LEWISTON — A picture in the newspaper inspired local painter Melinda Campbell to visit the Cowan Mill on Saturday.
"The way it is now, it looks like the Roman Coliseum — the ruins," she said. "I just have to paint it."
Campbell was one of hundreds who visited Veterans Park in Lewiston on Saturday to pay their respects to the Cowan Mill, destroyed by a massive fire on Wednesday.
Most came equipped with digital cameras. Campbell brought her easel, a canvas and paints.
"Somebody came and said the city wants to demolish it by Wednesday," she said. "So today was the opportunity. It's sad."
City officials have scheduled a hearing at 11 a.m. Tuesday in Androscoggin County Superior Court, seeking a legal order to demolish the building. They said Friday that they hope to be ready to begin knocking the building down as soon as that order is signed.
Investigators from the Maine State Police, the federal Bureau of Alcohol, Tobacco, Firearms and Explosives and Lewiston Police have declared the fire an act of arson. No arrest has been made, but Lewiston Police Lt. Mike McGonagle said police are following some leads.
"We've been interviewing witnesses and hopefully, we'll be able to bring this to a conclusion in the next few days," he said.

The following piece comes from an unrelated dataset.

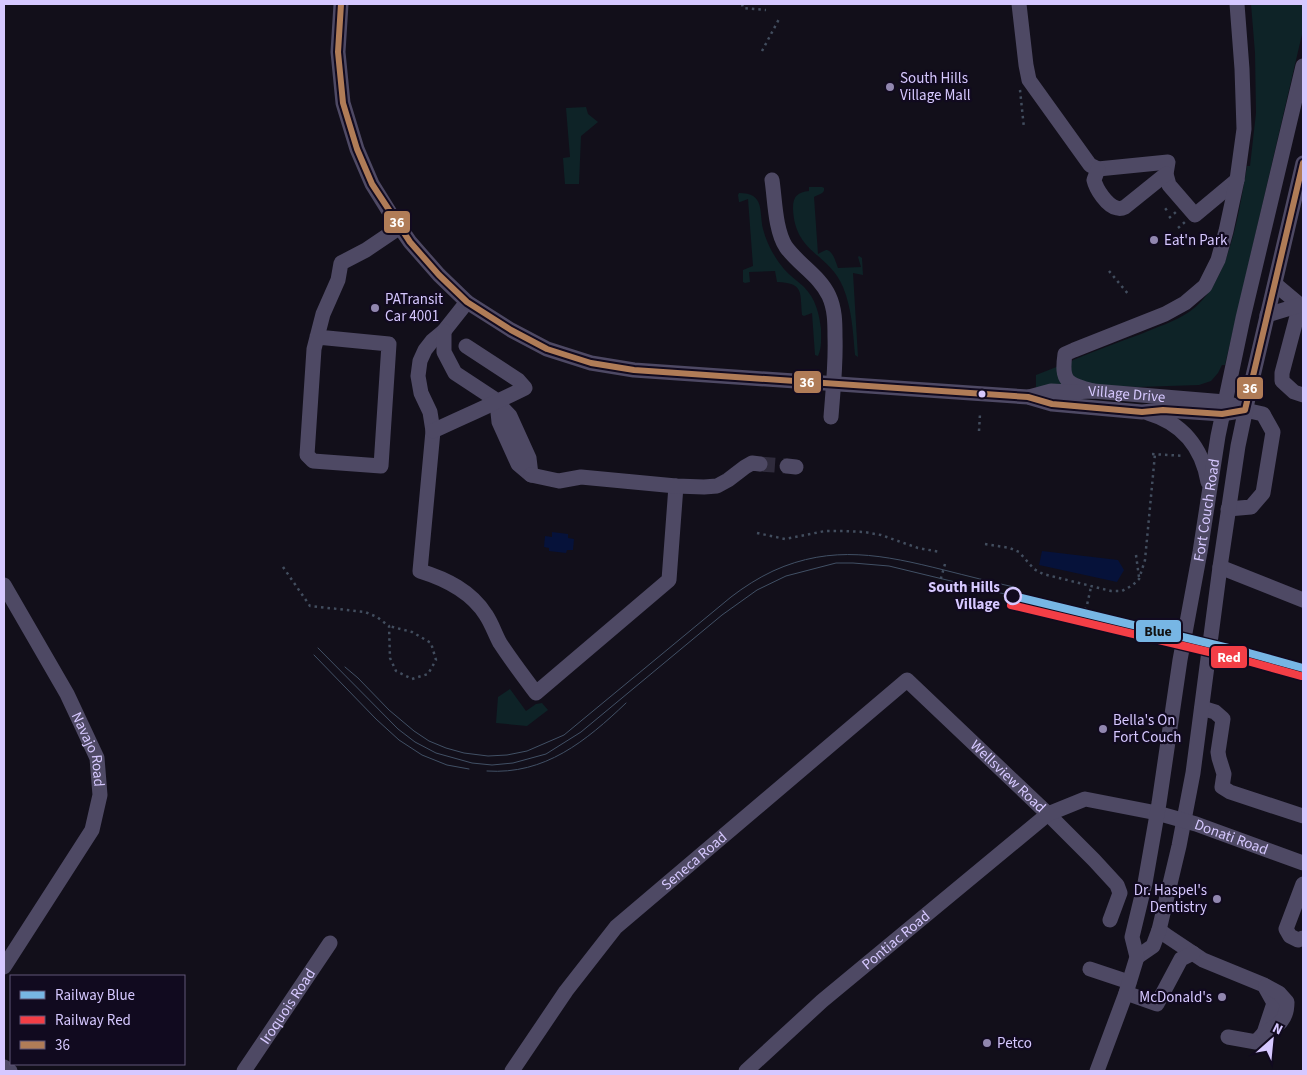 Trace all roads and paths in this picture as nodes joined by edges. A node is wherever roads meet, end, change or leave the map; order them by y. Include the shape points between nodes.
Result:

The fire began just after 4 p.m. Wednesday and consumed the 159-year-old mill building in a matter of hours. All that remains are several stories of brick wall and the smokestack.
Spectators had been coming all day, Ace Security guard Lewis Crafts said. He'd been stationed on the road in front of the old mill, near the entrance to Espo's Trattoria since emergency crews cleared out. His job has been to make sure the curious don't venture too close to the old husk of a building.
"Its extremely dangerous in there right now," Crafts said. "You can't let anyone near it because one brick might fall, then the whole thing would come down and someone would get hurt."
So far, no one has ventured closer than the street. People stop to look at the building, take a few snapshots and move on. Crafts figured that no fewer than 50 people had stopped by Veterans Park to look at the wreckage during the first three hours of his evening shift.
Dennis and Nadine Bellmore of Lewiston came to snap some pictures of the building's remains and the nearby Great Falls. Neither had family who worked in the mill but some had worked in the nearby Hill Mill.
"It was a piece of Lewiston's history, and it's a shame to see it go," he said. Both work in Portland and hadn't been able to get downtown until Saturday.
"We tried Wednesday, to see the fire," he said. "But we just couldn't get close. And we tried again Thursday, but we couldn't see anything."